### [TASK STATEMENT]
The pictures stay out; everything else in the entries below must be returned exactly.

::: DATA FOR PROCESSING :::

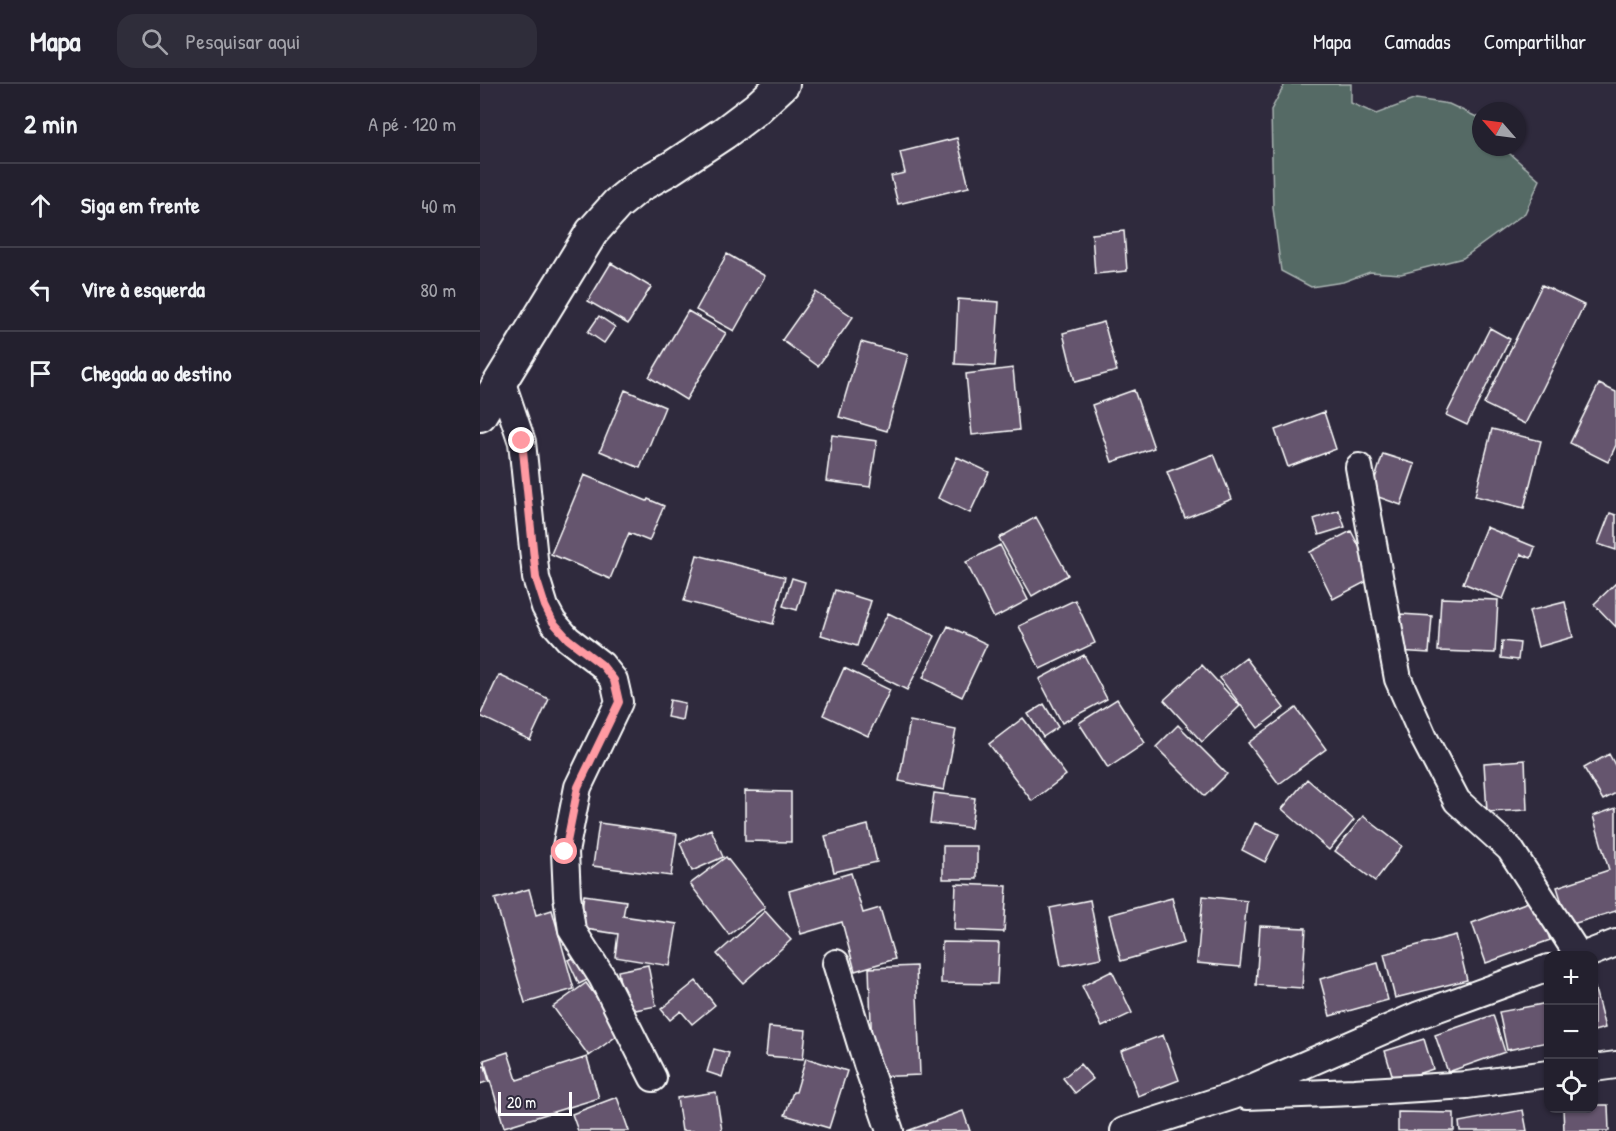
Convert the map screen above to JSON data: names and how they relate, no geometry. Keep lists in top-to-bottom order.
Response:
{
  "scale_bar": "20 m",
  "north": "top left",
  "page": {
    "header": "Mapa",
    "search": "Pesquisar aqui",
    "nav": ["Mapa", "Camadas", "Compartilhar"],
    "heading": ["2 min", "A pé · 120 m"],
    "list": [
      ["Siga em frente", "40 m"],
      ["Vire à esquerda", "80 m"],
      "Chegada ao destino"
    ],
    "map_buttons": ["+", "−"],
    "scale": "20 m"
  }
}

:::

### [PROBLEM SOLUTION]
Convert the map screen above to JSON data: names and how they relate, no geometry. Keep lists in top-to-bottom order.
Response:
{
  "scale_bar": "20 m",
  "north": "top left",
  "page": {
    "header": "Mapa",
    "search": "Pesquisar aqui",
    "nav": ["Mapa", "Camadas", "Compartilhar"],
    "heading": ["2 min", "A pé · 120 m"],
    "list": [
      ["Siga em frente", "40 m"],
      ["Vire à esquerda", "80 m"],
      "Chegada ao destino"
    ],
    "map_buttons": ["+", "−"],
    "scale": "20 m"
  }
}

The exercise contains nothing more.